Especially when it comes to having the perfect female body. “Perfect” as defined by cultural standards. Keep in mind that beauty ideals often change, making them that much more elusive to attain. What doesn’t change over time is the impossibility for anyone to achieve and sustain the ideal.

Media popularizes images that become the standard for how you evaluate yourself, including your weight, appearance, and worth. The images presented as ‘ideal’ are internalized and become the standard we strive toward. In pursuit of the the unrealistic-for-most-people standard, you can easily get caught up in a futile spiral of feeling increasingly worse about yourself.

Especially when you consider that on social media, people easily optimize appearance by crafting their image.

Airbrushing, use of filters, and creative editing of all sorts create a false image. Sort of like what happens in the worlds of marketing and advertising. In this case, the self —yourself—is the object, the product.

Obtaining as many likes as possible has become a fleeting way to feel good about yourself – especially when it comes to posting “selfies”. The more likes you receive, the more attractive, appealing, popular, and hotter you’re considered. But the likes are never enough. How many loves and added compliments did you receive? Worth becomes quantified and externalized.

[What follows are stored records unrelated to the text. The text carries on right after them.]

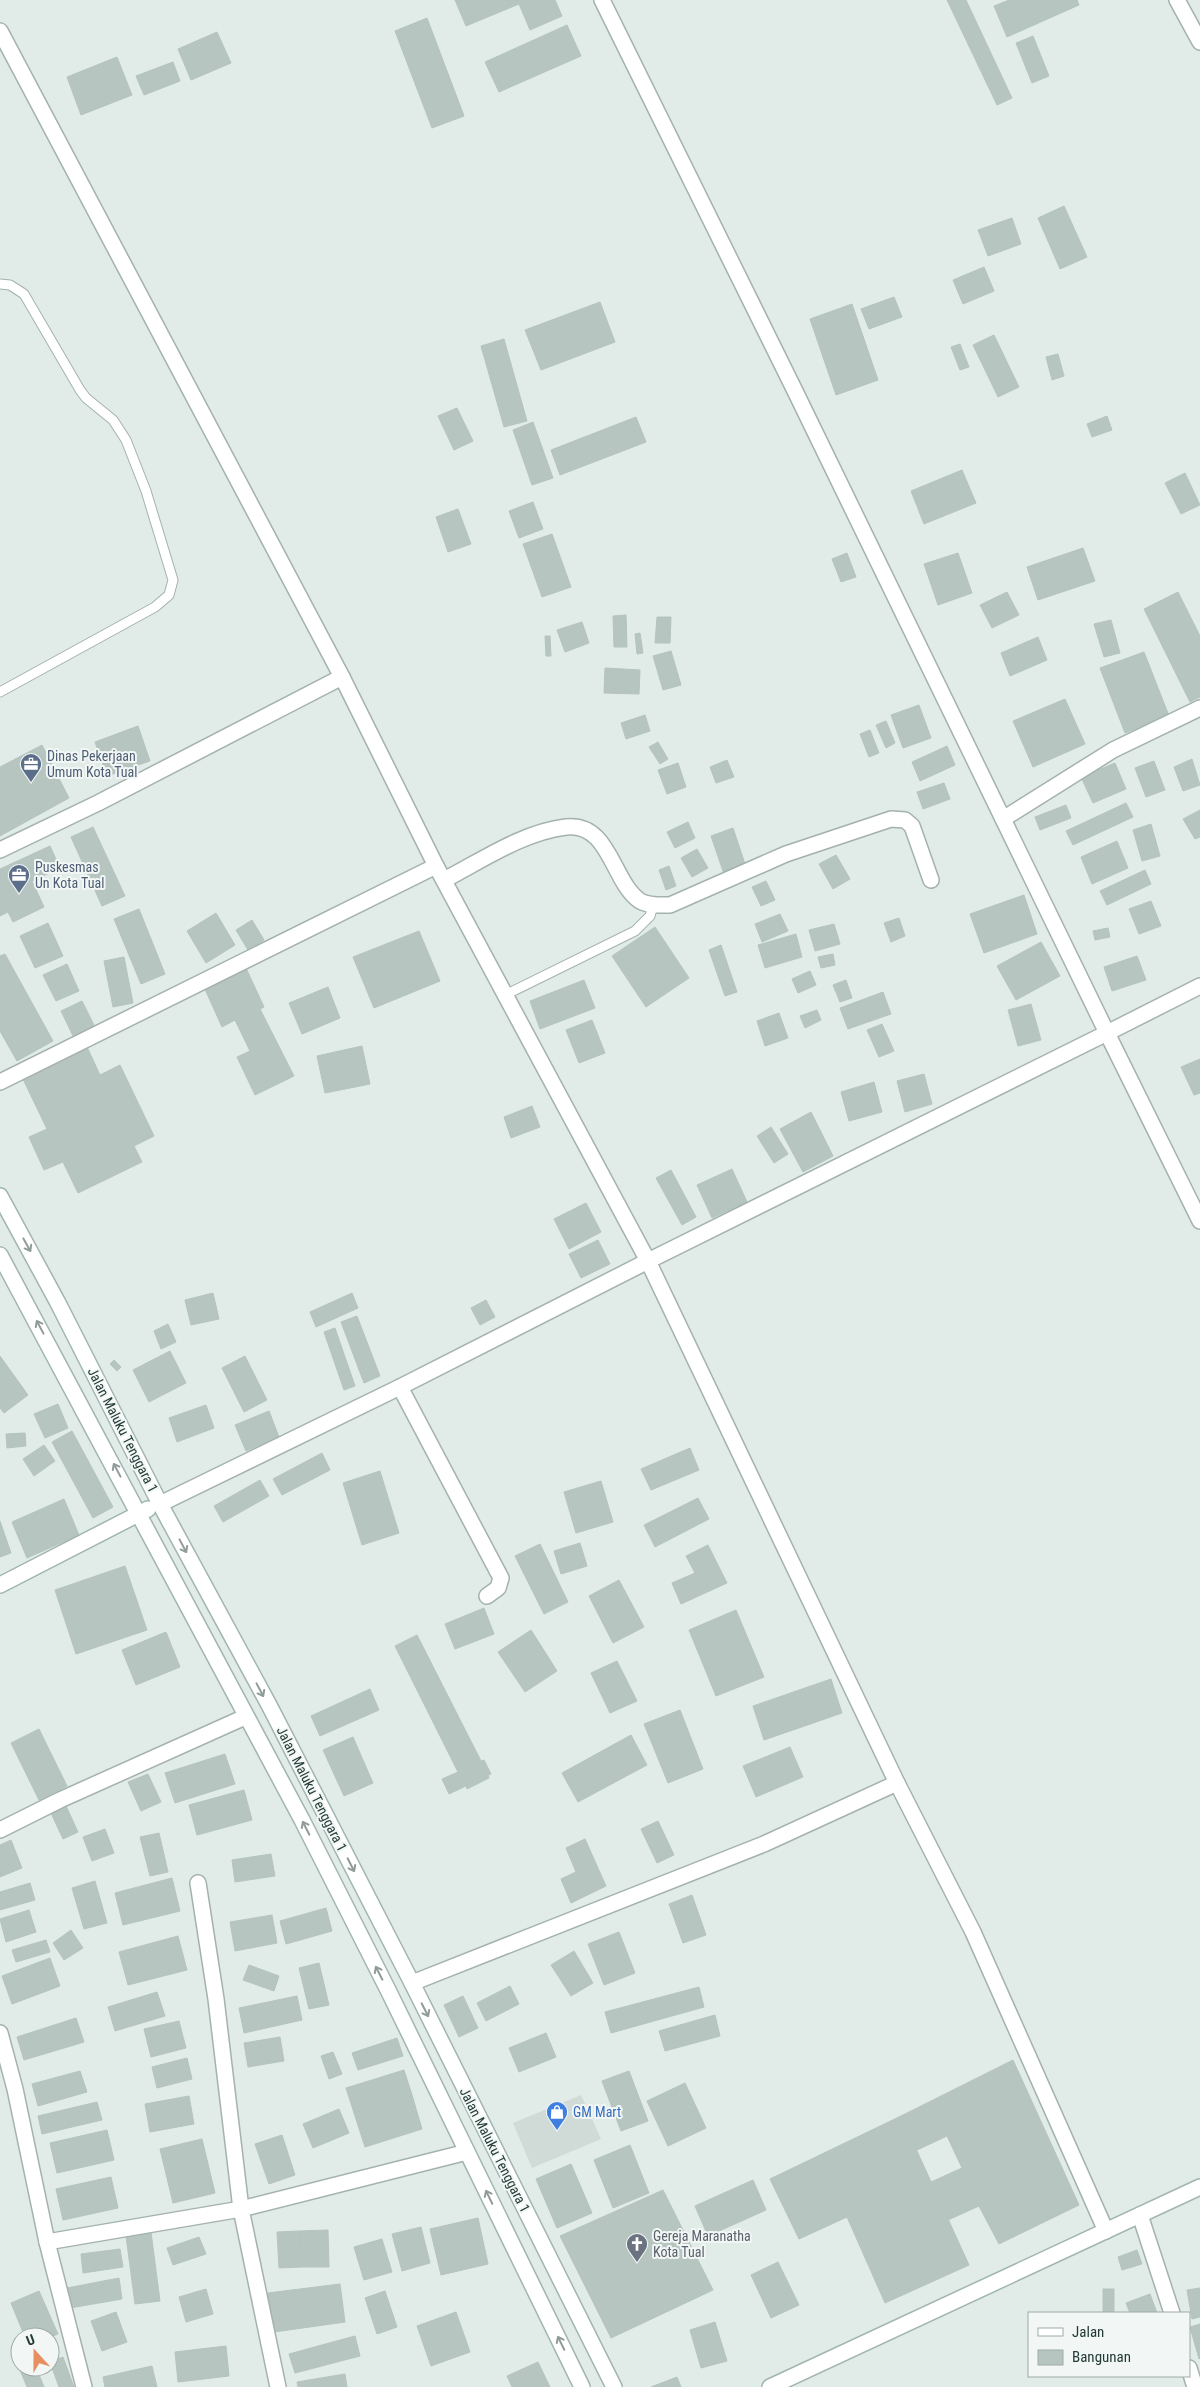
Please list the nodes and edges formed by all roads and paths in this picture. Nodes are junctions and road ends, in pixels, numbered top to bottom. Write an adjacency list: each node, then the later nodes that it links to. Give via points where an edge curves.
1 (602, 0): 9 (street)
2 (1176, 0): 4 (street)
3 (0, 31): 6 (street)
4 (1200, 42)
5 (0, 284): 7 (lane, via 10,284 24,294 80,390 120,428 146,491 174,580 169,596 155,607)
6 (342, 677): 10 (street); 11 (street)
7 (0, 692)
8 (1200, 708): 9 (street, via 1113,750)
9 (1003, 818): 17 (street)
10 (0, 850)
11 (436, 866): 12 (street); 18 (street)
12 (444, 880): 14 (street, via 526,838 566,827 582,827 597,837 640,901); 16 (street)
13 (931, 880): 14 (street, via 912,826 905,820 892,819 786,854 670,905)
14 (653, 905): 16 (lane, via 650,916 635,931)
15 (1200, 986): 17 (street)
16 (505, 995): 23 (street)
17 (1107, 1033): 21 (street); 23 (street)
18 (0, 1082)
19 (0, 1196): 20 (street, Jalan Maluku Tenggara 1)
20 (6, 1217): 25 (street, Jalan Maluku Tenggara 1, one-way to 25)
21 (1200, 1221)
22 (0, 1255): 26 (street, Jalan Maluku Tenggara 1, one-way to 22)
23 (648, 1261): 24 (street); 30 (street)
24 (400, 1387): 25 (street); 28 (street, via 501,1578 498,1588)
25 (160, 1504): 26 (street); 33 (street, Jalan Maluku Tenggara 1, one-way to 33, via 269,1705)
26 (140, 1513): 27 (street); 29 (street, Jalan Maluku Tenggara 1)
27 (0, 1585)
28 (487, 1596)
29 (245, 1716): 31 (street); 35 (street, Jalan Maluku Tenggara 1, one-way to 29, via 302,1820)
30 (897, 1783): 33 (street, via 764,1844); 39 (street, via 973,1932)
31 (0, 1830)
32 (198, 1883): 37 (street, via 216,1999)
33 (412, 1983): 46 (street, Jalan Maluku Tenggara 1, one-way to 46)
34 (0, 2033): 40 (street)
35 (467, 2152): 37 (street); 45 (street, Jalan Maluku Tenggara 1, one-way to 35)
36 (1200, 2187): 38 (street)
37 (241, 2209): 40 (street); 44 (street)
38 (1140, 2215): 39 (street); 41 (street)
39 (1106, 2231): 47 (street)
40 (47, 2242): 43 (street)
41 (1172, 2312)
42 (1190, 2371): 48 (street)
43 (84, 2387)
44 (278, 2387)
45 (582, 2387)
46 (614, 2387)
47 (770, 2387)
48 (1195, 2387)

All based on a thumbs up or a heart. And, the number of reactions you’ve gotten for other people to see. (And for them to compare themselves to you.)

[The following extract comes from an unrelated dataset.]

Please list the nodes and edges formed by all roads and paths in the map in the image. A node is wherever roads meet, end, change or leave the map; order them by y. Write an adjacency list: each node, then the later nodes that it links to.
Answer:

Images are often sexualized. Be it in clothing, posture, or ducky-face lips.

Instagram has been determined to be the most toxic social media site, followed by Facebook and then Twitter.

In the words of CNN reporter Ella Reeve, “I don’t think, as a culture, we’ve grappled with the way social media is a brainwashing machine.”

The main reason media has a negative impact on body image is social comparison.

There’s a theory, aptly called Social Comparison Theory, proposed by Leon Festinger way back in 1954. The gist of it is that we evaluate ourselves by looking at those around us. We define our own value and worth by comparing ourselves to other people. Although this seems obvious, it happens so automatically that you may not even realize it.

Social media promotes upward social comparison.

By inviting social comparison, social media reduces self esteem and worsens body image. And, think of the millions of images social media provides – way more than we had available in 1954!

Even the co-founder of Facebook recognizes it’s a “social validation feedback loop“.

Here is an example of social media’s upward comparison trap, and how it impacts well being.

You look at Instagram posts. They promote the thin ideal (aka “thinspo”).

Thoughts: Disordered eating attitudes. “I am not as thin or pretty or fit as they are.” “I should be more like them.”

Feelings: Jealousy, inferiority, sadness, low self worth, body dissatisfaction

Behaviors: Increases in: dieting, comparisons, attempts at ‘self improvement’ and social media use

Physical sensations: decreased energy, headache, tension, pit in stomach

Unless you are aware of the trap, getting stuck in it is almost automatic. And it is all – consuming, affecting your thoughts, feelings, behaviors, and how you feel in your own body. Unfortunately, we easily internalize the images from social media, and that becomes the standard we compare ourselves against.

Social media driven images are often just an illusion. They aren’t real. But that doesn’t stop most of us from contributing, either by posting filtered selfies or ‘liking’/’loving’ other people’s carefully crafted posts.

There are some basic things you can do to lessen the negative impact of social media on body image.

  1. Unfollow toxic accounts and instead follow accounts with diverse body types.
  2. Find inspiration elsewhere – perhaps filling your Insta feed with cute puppies and beautiful nature scenes instead.
  3. Be selective about the posts you like or love.
  4. Recognize that true beauty and health can’t be filtered or manipulated.
  5. Put your device down and go outside. Be in nature! Use your senses to take in the beauty surrounding you.
  6. Increasing body appreciation may be more effective than decreasing body dissatisfaction. Consider this when deciding what to post on your social media sites, and what to like, love, or comment on.